[Collected data]
▼▼▼

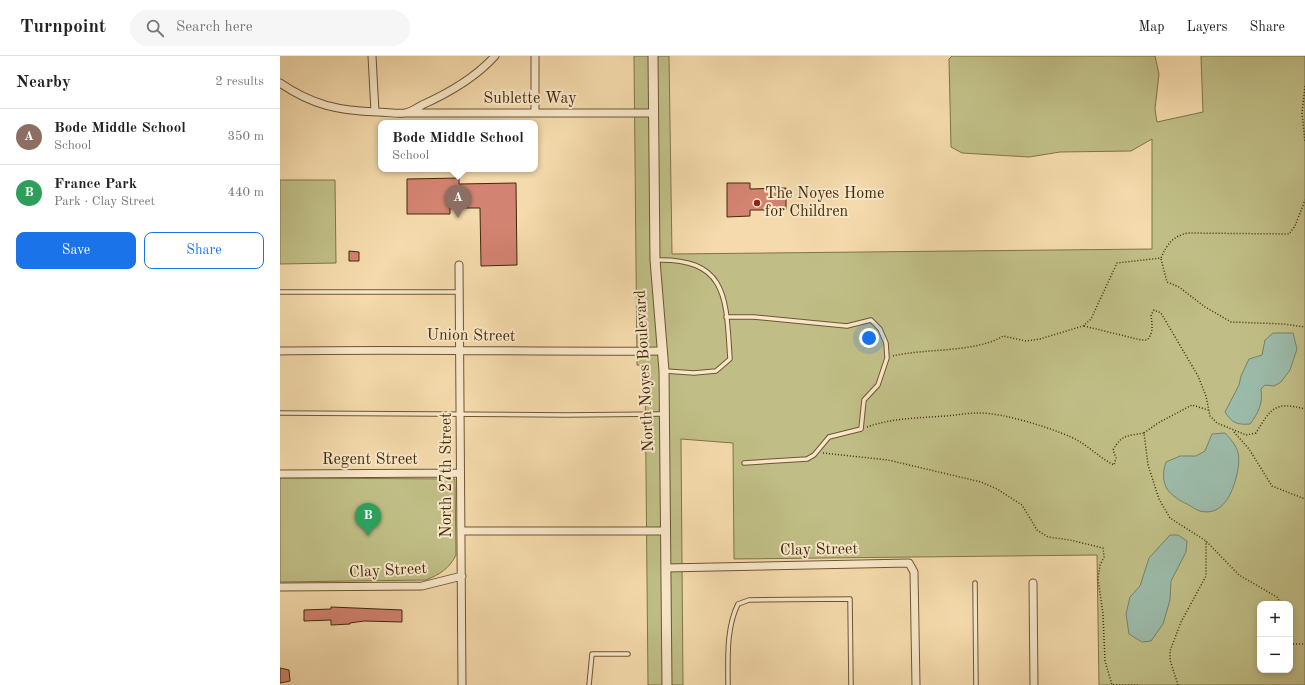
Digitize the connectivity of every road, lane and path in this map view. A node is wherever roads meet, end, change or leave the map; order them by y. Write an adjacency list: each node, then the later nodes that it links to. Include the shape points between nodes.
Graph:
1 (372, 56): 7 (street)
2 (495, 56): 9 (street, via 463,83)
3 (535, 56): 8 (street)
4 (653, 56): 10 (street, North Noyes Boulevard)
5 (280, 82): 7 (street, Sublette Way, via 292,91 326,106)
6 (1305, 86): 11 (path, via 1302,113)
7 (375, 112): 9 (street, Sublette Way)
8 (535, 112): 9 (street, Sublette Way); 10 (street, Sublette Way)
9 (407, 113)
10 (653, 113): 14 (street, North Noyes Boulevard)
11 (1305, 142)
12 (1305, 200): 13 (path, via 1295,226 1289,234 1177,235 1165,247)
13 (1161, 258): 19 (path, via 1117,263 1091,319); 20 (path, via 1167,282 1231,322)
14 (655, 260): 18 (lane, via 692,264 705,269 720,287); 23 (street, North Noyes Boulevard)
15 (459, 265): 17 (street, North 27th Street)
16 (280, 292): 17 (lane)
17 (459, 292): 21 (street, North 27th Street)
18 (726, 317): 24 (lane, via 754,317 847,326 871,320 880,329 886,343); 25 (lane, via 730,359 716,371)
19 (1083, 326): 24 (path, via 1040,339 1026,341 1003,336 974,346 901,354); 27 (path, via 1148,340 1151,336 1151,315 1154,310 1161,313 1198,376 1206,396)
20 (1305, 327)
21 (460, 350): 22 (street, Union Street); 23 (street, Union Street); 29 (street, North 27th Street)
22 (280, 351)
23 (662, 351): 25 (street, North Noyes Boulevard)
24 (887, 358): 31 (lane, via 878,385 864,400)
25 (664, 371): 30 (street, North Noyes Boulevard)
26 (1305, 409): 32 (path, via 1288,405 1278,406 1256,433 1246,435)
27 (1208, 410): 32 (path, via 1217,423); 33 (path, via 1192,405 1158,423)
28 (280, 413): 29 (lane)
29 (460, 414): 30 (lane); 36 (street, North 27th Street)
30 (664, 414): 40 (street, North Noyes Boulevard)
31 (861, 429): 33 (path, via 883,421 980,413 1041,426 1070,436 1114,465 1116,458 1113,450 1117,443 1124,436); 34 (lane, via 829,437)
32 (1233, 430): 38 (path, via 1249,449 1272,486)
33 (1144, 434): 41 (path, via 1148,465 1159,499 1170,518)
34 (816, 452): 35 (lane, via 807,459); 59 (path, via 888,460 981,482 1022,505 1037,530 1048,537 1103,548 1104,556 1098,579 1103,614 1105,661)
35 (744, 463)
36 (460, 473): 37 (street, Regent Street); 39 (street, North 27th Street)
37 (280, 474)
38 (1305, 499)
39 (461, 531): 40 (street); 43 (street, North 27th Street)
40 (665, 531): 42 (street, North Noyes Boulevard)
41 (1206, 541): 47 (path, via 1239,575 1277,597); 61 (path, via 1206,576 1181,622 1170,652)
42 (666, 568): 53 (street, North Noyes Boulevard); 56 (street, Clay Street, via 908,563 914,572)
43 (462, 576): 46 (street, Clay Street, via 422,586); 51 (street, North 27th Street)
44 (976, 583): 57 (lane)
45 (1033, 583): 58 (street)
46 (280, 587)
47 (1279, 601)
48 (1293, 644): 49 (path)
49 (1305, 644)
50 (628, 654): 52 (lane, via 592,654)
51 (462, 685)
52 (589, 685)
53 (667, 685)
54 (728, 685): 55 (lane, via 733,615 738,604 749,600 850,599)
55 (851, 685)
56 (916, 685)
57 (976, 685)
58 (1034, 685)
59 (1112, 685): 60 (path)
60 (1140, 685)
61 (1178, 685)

▲▲▲

◆ **Exercise directions**
Please give back the data above word for word, with no pictures included.

◆ **Solution**
Digitize the connectivity of every road, lane and path in this map view. A node is wherever roads meet, end, change or leave the map; order them by y. Write an adjacency list: each node, then the later nodes that it links to. Include the shape points between nodes.
Graph:
1 (372, 56): 7 (street)
2 (495, 56): 9 (street, via 463,83)
3 (535, 56): 8 (street)
4 (653, 56): 10 (street, North Noyes Boulevard)
5 (280, 82): 7 (street, Sublette Way, via 292,91 326,106)
6 (1305, 86): 11 (path, via 1302,113)
7 (375, 112): 9 (street, Sublette Way)
8 (535, 112): 9 (street, Sublette Way); 10 (street, Sublette Way)
9 (407, 113)
10 (653, 113): 14 (street, North Noyes Boulevard)
11 (1305, 142)
12 (1305, 200): 13 (path, via 1295,226 1289,234 1177,235 1165,247)
13 (1161, 258): 19 (path, via 1117,263 1091,319); 20 (path, via 1167,282 1231,322)
14 (655, 260): 18 (lane, via 692,264 705,269 720,287); 23 (street, North Noyes Boulevard)
15 (459, 265): 17 (street, North 27th Street)
16 (280, 292): 17 (lane)
17 (459, 292): 21 (street, North 27th Street)
18 (726, 317): 24 (lane, via 754,317 847,326 871,320 880,329 886,343); 25 (lane, via 730,359 716,371)
19 (1083, 326): 24 (path, via 1040,339 1026,341 1003,336 974,346 901,354); 27 (path, via 1148,340 1151,336 1151,315 1154,310 1161,313 1198,376 1206,396)
20 (1305, 327)
21 (460, 350): 22 (street, Union Street); 23 (street, Union Street); 29 (street, North 27th Street)
22 (280, 351)
23 (662, 351): 25 (street, North Noyes Boulevard)
24 (887, 358): 31 (lane, via 878,385 864,400)
25 (664, 371): 30 (street, North Noyes Boulevard)
26 (1305, 409): 32 (path, via 1288,405 1278,406 1256,433 1246,435)
27 (1208, 410): 32 (path, via 1217,423); 33 (path, via 1192,405 1158,423)
28 (280, 413): 29 (lane)
29 (460, 414): 30 (lane); 36 (street, North 27th Street)
30 (664, 414): 40 (street, North Noyes Boulevard)
31 (861, 429): 33 (path, via 883,421 980,413 1041,426 1070,436 1114,465 1116,458 1113,450 1117,443 1124,436); 34 (lane, via 829,437)
32 (1233, 430): 38 (path, via 1249,449 1272,486)
33 (1144, 434): 41 (path, via 1148,465 1159,499 1170,518)
34 (816, 452): 35 (lane, via 807,459); 59 (path, via 888,460 981,482 1022,505 1037,530 1048,537 1103,548 1104,556 1098,579 1103,614 1105,661)
35 (744, 463)
36 (460, 473): 37 (street, Regent Street); 39 (street, North 27th Street)
37 (280, 474)
38 (1305, 499)
39 (461, 531): 40 (street); 43 (street, North 27th Street)
40 (665, 531): 42 (street, North Noyes Boulevard)
41 (1206, 541): 47 (path, via 1239,575 1277,597); 61 (path, via 1206,576 1181,622 1170,652)
42 (666, 568): 53 (street, North Noyes Boulevard); 56 (street, Clay Street, via 908,563 914,572)
43 (462, 576): 46 (street, Clay Street, via 422,586); 51 (street, North 27th Street)
44 (976, 583): 57 (lane)
45 (1033, 583): 58 (street)
46 (280, 587)
47 (1279, 601)
48 (1293, 644): 49 (path)
49 (1305, 644)
50 (628, 654): 52 (lane, via 592,654)
51 (462, 685)
52 (589, 685)
53 (667, 685)
54 (728, 685): 55 (lane, via 733,615 738,604 749,600 850,599)
55 (851, 685)
56 (916, 685)
57 (976, 685)
58 (1034, 685)
59 (1112, 685): 60 (path)
60 (1140, 685)
61 (1178, 685)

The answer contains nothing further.